A PM Office statement swiftly denied that any message about the offshore entity scandal had been conveyed, and asked the media to “avoid speculation/flashing of news pertaining to unrelated issues and obtained through sources”.

The statement emphasised that the meeting had discussed issues pertaining to national and internal security.

Asif’s reasoning

Speaking to Geo News later on Tuesday evening, Defence Minister Khawaja Asif too denied that the Panama Papers issue came under discussion.

“Whichever media channel or journalist has leaked it, was he in the meeting?” he asked. “It was a one-on-one meeting; who was the third person getting these details? Panama leaks is a political issue that is already dying.”

The video as well as the unofficial comments coming from the army chief and the premier’s meeting add weight to speculation about the civil-military friction over the issue of accountability.

The Panamagate erupted last month after it named Nawaz Sharif’s children among those holding offshore financial assets. Although the Panama documents had disclosed offshore companies of several politicians, the opposition has been demanding that the probe should start with the prime minister’s family.

The government and the opposition have separately proposed their terms of reference for a judicial inquiry. Differences between the two sides over how the probe should proceed are preventing the start of the inquiry.

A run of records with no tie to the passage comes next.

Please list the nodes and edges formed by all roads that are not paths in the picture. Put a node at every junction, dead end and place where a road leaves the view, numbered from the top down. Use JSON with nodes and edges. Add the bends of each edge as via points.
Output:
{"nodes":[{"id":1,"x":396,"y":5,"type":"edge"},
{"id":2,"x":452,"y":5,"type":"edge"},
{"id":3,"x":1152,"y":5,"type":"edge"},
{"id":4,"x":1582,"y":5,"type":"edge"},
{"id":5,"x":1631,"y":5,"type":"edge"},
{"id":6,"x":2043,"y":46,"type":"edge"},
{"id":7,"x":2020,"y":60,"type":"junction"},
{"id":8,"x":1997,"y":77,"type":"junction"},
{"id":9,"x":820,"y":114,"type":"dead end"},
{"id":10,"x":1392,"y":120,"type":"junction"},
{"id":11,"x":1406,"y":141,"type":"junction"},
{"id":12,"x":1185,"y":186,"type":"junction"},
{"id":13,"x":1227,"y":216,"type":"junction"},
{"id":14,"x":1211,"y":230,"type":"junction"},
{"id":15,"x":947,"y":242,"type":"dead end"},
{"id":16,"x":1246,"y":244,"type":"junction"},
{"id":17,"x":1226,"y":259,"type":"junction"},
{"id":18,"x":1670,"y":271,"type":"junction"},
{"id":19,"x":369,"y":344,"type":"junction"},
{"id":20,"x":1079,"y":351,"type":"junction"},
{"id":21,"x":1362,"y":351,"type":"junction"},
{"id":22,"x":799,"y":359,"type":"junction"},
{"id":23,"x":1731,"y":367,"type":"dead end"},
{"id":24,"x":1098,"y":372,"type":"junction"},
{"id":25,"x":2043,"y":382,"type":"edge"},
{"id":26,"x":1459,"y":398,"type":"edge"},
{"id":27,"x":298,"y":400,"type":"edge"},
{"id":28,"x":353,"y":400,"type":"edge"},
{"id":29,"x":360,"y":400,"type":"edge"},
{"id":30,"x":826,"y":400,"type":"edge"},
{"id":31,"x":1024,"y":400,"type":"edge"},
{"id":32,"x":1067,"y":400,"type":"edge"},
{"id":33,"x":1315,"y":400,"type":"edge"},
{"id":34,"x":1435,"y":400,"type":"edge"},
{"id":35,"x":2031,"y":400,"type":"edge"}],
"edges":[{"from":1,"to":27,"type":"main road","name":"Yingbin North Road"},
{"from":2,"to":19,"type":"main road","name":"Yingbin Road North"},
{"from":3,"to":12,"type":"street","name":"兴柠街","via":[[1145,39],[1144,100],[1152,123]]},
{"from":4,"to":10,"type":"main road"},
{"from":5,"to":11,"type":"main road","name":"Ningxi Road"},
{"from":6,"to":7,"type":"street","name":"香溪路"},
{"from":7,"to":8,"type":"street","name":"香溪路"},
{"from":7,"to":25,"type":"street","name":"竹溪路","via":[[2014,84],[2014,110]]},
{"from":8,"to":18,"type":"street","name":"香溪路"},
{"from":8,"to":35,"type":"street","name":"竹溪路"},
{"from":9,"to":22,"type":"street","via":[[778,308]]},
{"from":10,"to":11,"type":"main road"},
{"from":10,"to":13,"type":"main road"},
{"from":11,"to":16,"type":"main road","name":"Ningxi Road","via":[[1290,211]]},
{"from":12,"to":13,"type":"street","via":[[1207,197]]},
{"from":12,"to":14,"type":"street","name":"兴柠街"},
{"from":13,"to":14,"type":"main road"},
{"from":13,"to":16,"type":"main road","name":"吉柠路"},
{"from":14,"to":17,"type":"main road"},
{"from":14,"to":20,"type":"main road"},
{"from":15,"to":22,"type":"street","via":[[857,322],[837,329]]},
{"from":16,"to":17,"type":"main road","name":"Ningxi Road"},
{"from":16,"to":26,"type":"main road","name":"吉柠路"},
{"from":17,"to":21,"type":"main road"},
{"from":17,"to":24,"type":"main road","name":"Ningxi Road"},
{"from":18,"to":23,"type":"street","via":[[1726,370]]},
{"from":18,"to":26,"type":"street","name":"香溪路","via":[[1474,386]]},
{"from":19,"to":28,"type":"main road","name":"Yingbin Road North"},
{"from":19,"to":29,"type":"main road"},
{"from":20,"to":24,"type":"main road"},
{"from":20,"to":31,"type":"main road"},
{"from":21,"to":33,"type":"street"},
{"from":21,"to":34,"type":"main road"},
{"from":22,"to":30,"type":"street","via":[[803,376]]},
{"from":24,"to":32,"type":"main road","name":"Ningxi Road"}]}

Coincidentally, the Panamagate un­­folded as Mr Sharif’s government was embroiled in a controversy with the military over the start of a counterterrorism operation in Punjab. The government had initially resisted authorising a military-led operation in the province, which the army unilaterally started after the Easter Day bombing in a Lahore park. Later the army settled for a coordination mechanism at the level of the provincial government.